丸谷才一の文章は歴史的仮名遣いを用いたものだが、これには最大の弱点がある。

口語文、という点だ。

丸谷才一の文章がもしも文語文ならば、歴史的仮名遣いも活きるはずだか、

たとえば丸谷のエッセイの仮名遣いを現代仮名遣いにおろしたとしても、

大した差はないのである。




丸谷が芥川賞を受賞した作品に『年の残り』というものがある。

これは、戦争中に懲役を忌避して日本中を逃げ回っていた男が敗戦後になり、

社会的な負い目をもち、周囲からも白眼視されるという内容である。

戦後にあっても戦争に振り回される男、

おそらく出版当時はかなりの現実感をもって受け入れられたであろうフィクションなのだ。

この作品自体は忌避者の精神内容によくせまった作品だが、

ところでこれは現代仮名遣いで書かれたものなのである。

作者名を伏せて小説を読み、文章の癖などから作者名を当てて見せるという一興があるが、

おそらく作者を知らずに読む人の中で、これが丸谷才一の文章であると気づくものは皆無だろう。

丸谷の作品は元来和語を多用し、非常に癖のない文章で構成されているが、

そのすまし汁のような印象の軽薄さのために、これに現代仮名遣いを使用した場合、

どこにでもいる市井の物書きの文のような、

大抵の人が見過ごしてしまいそうな代物が出来上がるのである。

だれでもすまし汁は愛せど、それはどこの家庭の食卓にもあがるものであり、

それが喉を通ることで、ある人にとっての一生の思い出の一汁となるようなことはまずない。

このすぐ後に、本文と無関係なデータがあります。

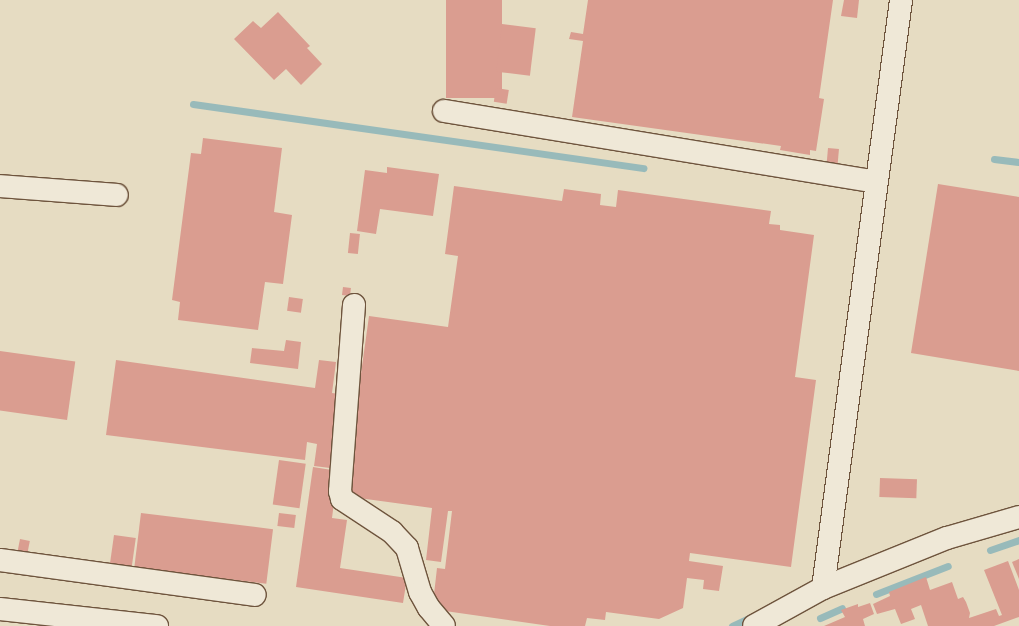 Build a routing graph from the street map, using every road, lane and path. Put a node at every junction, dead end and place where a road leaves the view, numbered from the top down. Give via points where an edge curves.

おそらく丸谷はそういった自分の文章の癖のなさを自覚していたがために、

何時のころからか、歴史的仮名遣いをみずからの個性のひとつとして取りいれていったのではないだろうか。




文部省が戦後に歴史的仮名遣いを改めたことを丸谷才一は批判しているが、

自らの文章でかたくなにこの旧仮名遣いを使い続けるのには、

伝統的な仮名遣いを守るという崇高な理由とは別に、

自分の作家としてのアイデンティティーを保守しようとする意図が感じられてならないのだ。

もしも丸谷が歴史的仮名遣いと文語文を合わせて用いて、

明治時代の私小説のような作品を現代に再現したとしても、

当節見なれない文字遣いに辟易とする人のほうが多かろう。

丸谷は歴史的仮名遣いを固守しつづけながら、ある側面において、妥協をしているのだ。

丸谷才一が大衆小説の作家であり、

口語文と歴史的仮名遣いという不似合いな組み合わせで小説を著すかぎり、

作家はうちに大きな二律背反を含んでいるのである。